Stored data entries:
|---|
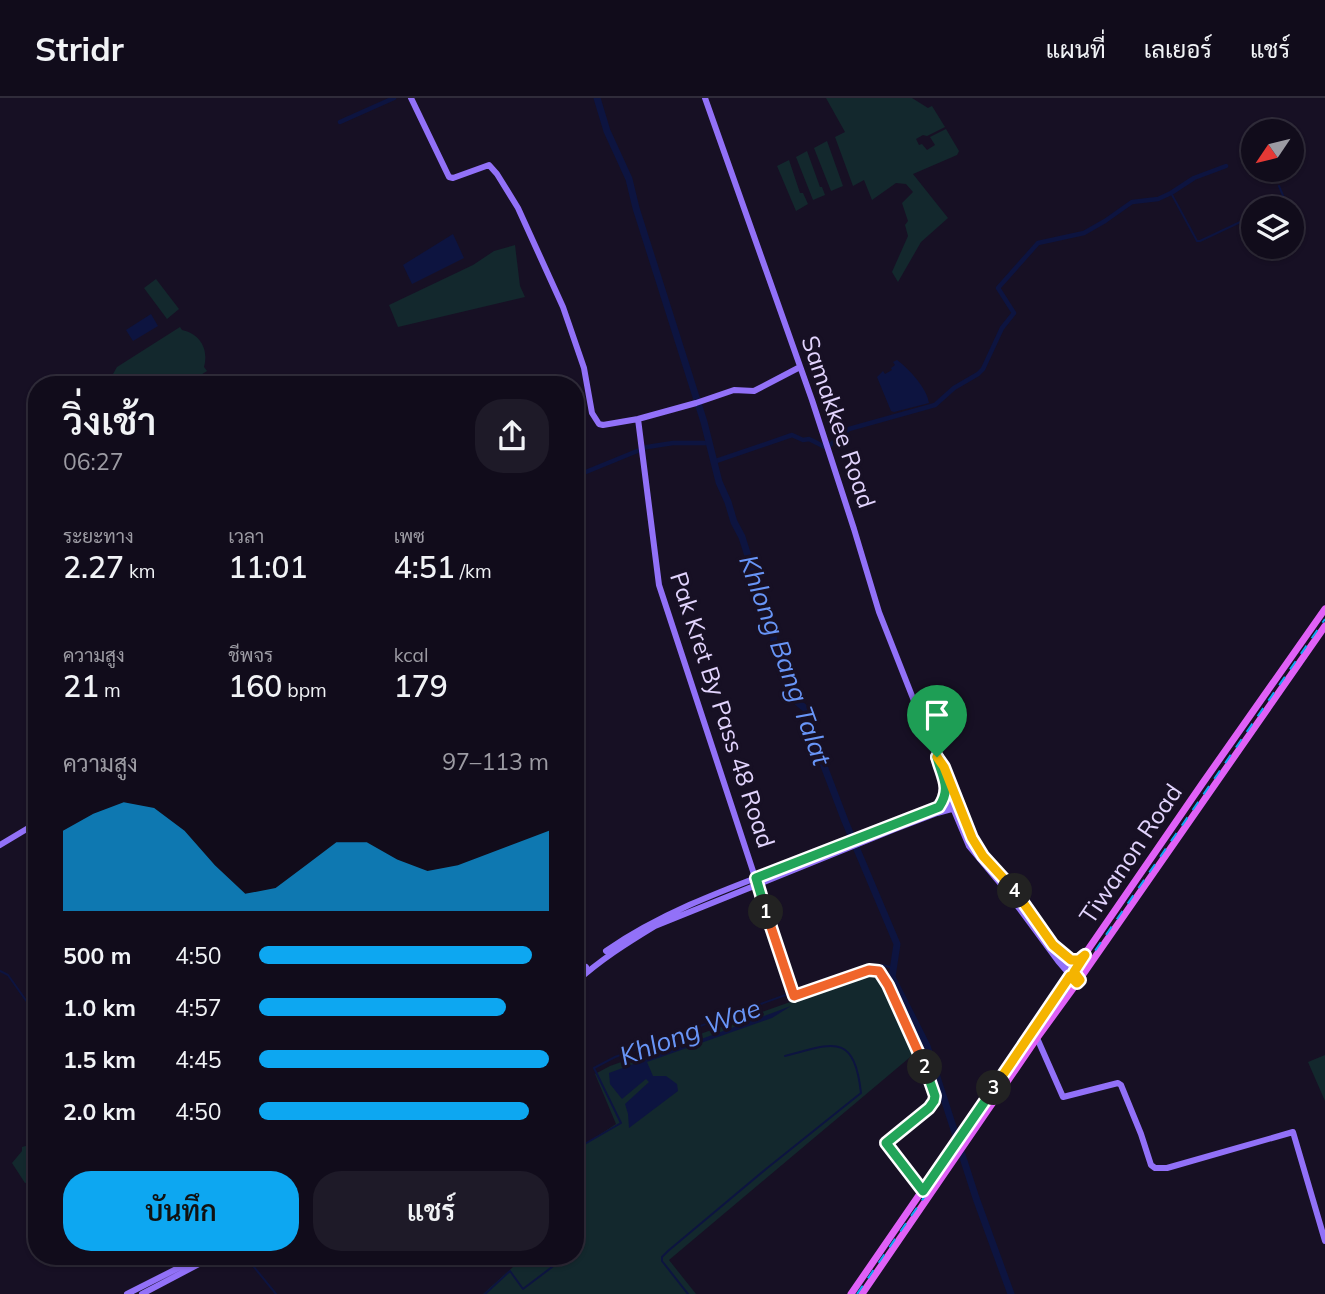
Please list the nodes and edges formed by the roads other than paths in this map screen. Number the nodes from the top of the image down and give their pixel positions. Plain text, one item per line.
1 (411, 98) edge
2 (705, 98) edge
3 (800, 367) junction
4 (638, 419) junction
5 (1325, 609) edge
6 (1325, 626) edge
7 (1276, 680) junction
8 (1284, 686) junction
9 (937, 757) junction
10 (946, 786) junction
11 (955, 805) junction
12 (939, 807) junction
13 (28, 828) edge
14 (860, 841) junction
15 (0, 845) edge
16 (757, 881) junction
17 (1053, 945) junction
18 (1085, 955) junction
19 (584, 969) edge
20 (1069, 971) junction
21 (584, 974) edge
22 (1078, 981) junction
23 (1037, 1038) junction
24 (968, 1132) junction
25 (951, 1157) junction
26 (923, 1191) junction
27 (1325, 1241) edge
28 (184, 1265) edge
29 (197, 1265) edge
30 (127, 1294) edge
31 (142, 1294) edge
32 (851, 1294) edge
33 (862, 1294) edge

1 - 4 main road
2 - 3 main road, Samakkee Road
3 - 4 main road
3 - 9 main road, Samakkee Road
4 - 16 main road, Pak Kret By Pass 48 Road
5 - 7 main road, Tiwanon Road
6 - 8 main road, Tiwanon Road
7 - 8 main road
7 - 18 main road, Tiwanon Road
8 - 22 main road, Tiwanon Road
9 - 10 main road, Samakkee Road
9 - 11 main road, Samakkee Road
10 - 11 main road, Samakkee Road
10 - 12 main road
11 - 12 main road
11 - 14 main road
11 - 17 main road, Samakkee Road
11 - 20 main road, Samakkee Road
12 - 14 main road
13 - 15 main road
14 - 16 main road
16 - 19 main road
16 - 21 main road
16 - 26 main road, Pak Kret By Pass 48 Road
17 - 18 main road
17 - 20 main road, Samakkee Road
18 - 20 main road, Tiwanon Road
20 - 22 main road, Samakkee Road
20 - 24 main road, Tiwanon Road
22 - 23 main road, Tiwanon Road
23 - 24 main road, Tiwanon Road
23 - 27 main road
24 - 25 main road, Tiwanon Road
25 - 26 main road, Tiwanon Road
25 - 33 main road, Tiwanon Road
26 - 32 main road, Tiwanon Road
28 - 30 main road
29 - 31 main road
|---|
Could the entries above be copied out exactly, with no pictures included?

• _Solution for this exercise_:
Please list the nodes and edges formed by the roads other than paths in this map screen. Number the nodes from the top of the image down and give their pixel positions. Plain text, one item per line.
1 (411, 98) edge
2 (705, 98) edge
3 (800, 367) junction
4 (638, 419) junction
5 (1325, 609) edge
6 (1325, 626) edge
7 (1276, 680) junction
8 (1284, 686) junction
9 (937, 757) junction
10 (946, 786) junction
11 (955, 805) junction
12 (939, 807) junction
13 (28, 828) edge
14 (860, 841) junction
15 (0, 845) edge
16 (757, 881) junction
17 (1053, 945) junction
18 (1085, 955) junction
19 (584, 969) edge
20 (1069, 971) junction
21 (584, 974) edge
22 (1078, 981) junction
23 (1037, 1038) junction
24 (968, 1132) junction
25 (951, 1157) junction
26 (923, 1191) junction
27 (1325, 1241) edge
28 (184, 1265) edge
29 (197, 1265) edge
30 (127, 1294) edge
31 (142, 1294) edge
32 (851, 1294) edge
33 (862, 1294) edge

1 - 4 main road
2 - 3 main road, Samakkee Road
3 - 4 main road
3 - 9 main road, Samakkee Road
4 - 16 main road, Pak Kret By Pass 48 Road
5 - 7 main road, Tiwanon Road
6 - 8 main road, Tiwanon Road
7 - 8 main road
7 - 18 main road, Tiwanon Road
8 - 22 main road, Tiwanon Road
9 - 10 main road, Samakkee Road
9 - 11 main road, Samakkee Road
10 - 11 main road, Samakkee Road
10 - 12 main road
11 - 12 main road
11 - 14 main road
11 - 17 main road, Samakkee Road
11 - 20 main road, Samakkee Road
12 - 14 main road
13 - 15 main road
14 - 16 main road
16 - 19 main road
16 - 21 main road
16 - 26 main road, Pak Kret By Pass 48 Road
17 - 18 main road
17 - 20 main road, Samakkee Road
18 - 20 main road, Tiwanon Road
20 - 22 main road, Samakkee Road
20 - 24 main road, Tiwanon Road
22 - 23 main road, Tiwanon Road
23 - 24 main road, Tiwanon Road
23 - 27 main road
24 - 25 main road, Tiwanon Road
25 - 26 main road, Tiwanon Road
25 - 33 main road, Tiwanon Road
26 - 32 main road, Tiwanon Road
28 - 30 main road
29 - 31 main road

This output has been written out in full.